1. Is the following statement true, false, or neither?

Given an injective function $f:A \rightarrow B$, where A is the domain and B is the target, then $|f(A)| = |B|$, where $f(A)$ is the image of A under f.

True
False
Does not make sense
I don't know yet

2. Is the following statement true, false, or neither?

Given a surjective function $f:A \rightarrow B$, where A is the domain and B is the target, then $|f(A)| = |A|$, where $f(A)$ is the image of A under f.

True
False
Does not make sense
I don't know yet

3. Is the following statement true, false, or neither?

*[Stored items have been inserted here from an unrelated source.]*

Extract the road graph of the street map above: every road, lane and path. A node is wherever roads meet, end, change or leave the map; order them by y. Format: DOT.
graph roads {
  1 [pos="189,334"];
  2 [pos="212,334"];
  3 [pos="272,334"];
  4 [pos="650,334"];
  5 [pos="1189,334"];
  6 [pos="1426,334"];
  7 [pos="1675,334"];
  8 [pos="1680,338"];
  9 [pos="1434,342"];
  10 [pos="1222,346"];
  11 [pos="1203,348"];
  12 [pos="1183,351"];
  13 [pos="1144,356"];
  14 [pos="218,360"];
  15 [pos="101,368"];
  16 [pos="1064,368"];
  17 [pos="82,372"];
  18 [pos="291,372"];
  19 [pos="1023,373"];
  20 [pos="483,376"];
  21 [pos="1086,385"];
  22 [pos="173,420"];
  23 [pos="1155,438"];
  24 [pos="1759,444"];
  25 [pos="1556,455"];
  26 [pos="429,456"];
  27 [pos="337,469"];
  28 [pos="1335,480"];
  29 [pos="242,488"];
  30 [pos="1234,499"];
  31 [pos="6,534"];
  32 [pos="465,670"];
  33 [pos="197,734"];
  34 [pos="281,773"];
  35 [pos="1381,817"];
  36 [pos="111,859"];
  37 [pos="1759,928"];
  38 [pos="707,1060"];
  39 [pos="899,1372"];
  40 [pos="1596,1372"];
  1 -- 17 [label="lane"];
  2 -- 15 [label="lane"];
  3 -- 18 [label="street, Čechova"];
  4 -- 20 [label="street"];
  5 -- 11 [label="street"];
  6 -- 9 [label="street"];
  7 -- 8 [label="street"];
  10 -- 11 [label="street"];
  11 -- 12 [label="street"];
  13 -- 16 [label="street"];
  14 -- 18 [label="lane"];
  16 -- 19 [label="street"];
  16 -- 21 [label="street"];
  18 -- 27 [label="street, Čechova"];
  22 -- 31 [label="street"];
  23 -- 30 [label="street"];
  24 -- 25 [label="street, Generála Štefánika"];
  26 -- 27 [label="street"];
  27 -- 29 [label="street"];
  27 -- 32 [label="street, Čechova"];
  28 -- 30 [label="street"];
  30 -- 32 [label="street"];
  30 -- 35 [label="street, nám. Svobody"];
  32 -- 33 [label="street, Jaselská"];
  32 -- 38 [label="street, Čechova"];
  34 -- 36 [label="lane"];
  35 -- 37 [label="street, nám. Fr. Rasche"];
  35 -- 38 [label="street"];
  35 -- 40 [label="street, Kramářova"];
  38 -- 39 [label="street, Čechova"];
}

Given a surjective function $f:A \rightarrow B$, where A is the domain and B is the target, then $|f(A)| = |B|$, where $f(A)$ is the image of A under f.

True
False
Does not make sense
I don't know yet

4. Is the following statement true, false, or neither?

Given a bijective function $f:A \rightarrow B$, where A is the domain and B is the target, then $|f(A)| = |A|$, where $f(A)$ is the image of A under f.

True
False
Does not make sense
I don't know yet

5. Is the following statement true, false, or neither?

Given a bijective function $f:A \rightarrow B$, where A is the domain and B is the target, then $|f(A)| = |B|$, where $f(A)$ is the image of A under f.

True
False
Does not make sense
I don't know yet

6. Is the following statement true, false, or neither?

Given a bijective function $f:A \rightarrow B$, then $|A| = |B|$.

True
False
Does not make sense
I don't know yet

7. Find the inverse of the following function, if it exists. $$\begin{pmatrix} -3&-2&-1&0&1&2&3 \\ -1&3&1&-2&0&2&-3 \end{pmatrix}$$

8. Find the inverse of the following function, if it exists. $$\begin{pmatrix} 0&1 \\ 1&0 \end{pmatrix}$$

9. Find the inverse of the following function, if it exists. $$\begin{pmatrix} 0&1&2&3&4 \\ 4&3&1&0&1 \end{pmatrix}$$

10. Find the inverse of the following function, if it exists. $$f : \{ x : x^2 < 3 \} \rightarrow \{\alpha, \beta, \gamma, \delta\}$$

11. Given $$f := \begin{pmatrix} 0&1&2&3&4 \\ 0&4&1&2&3 \end{pmatrix},$$ $$g := \begin{pmatrix} 0&1&2&3&4 \\ 4&1&3&0&2 \end{pmatrix},$$ find the composition f@g.

12. Given $$f := \begin{pmatrix} 0&1&2&3&4 \\ 0&4&1&2&3 \end{pmatrix},$$ $$g := \begin{pmatrix} 0&1&2&3&4 \\ 4&1&3&0&2 \end{pmatrix},$$ find the composition g@f.

13. Given $$f := \begin{pmatrix} 0&1&2&3&4 \\ 1&0&3&2&4 \end{pmatrix},$$ $$g := \begin{pmatrix} 0&1&2&3&4 \\ 3&2&1&4&0 \end{pmatrix},$$ find the composition f@g.

14. Given $$f := \begin{pmatrix} -2&-1&0&1&2 \\ 0&-2&1&2&-1 \end{pmatrix},$$ $$g := \begin{pmatrix} 0&1&2&3&4 \\ 0&2&3&1&4 \end{pmatrix},$$ find the composition f@g.

15. Given $$f := \begin{pmatrix} -2&-1&0&1&2 \\ 2&0&1&4&3 \end{pmatrix},$$ $$g := \begin{pmatrix} 0&1&2&3&4 \\ 1&2&-1&-2&0 \end{pmatrix},$$ find the composition g@f.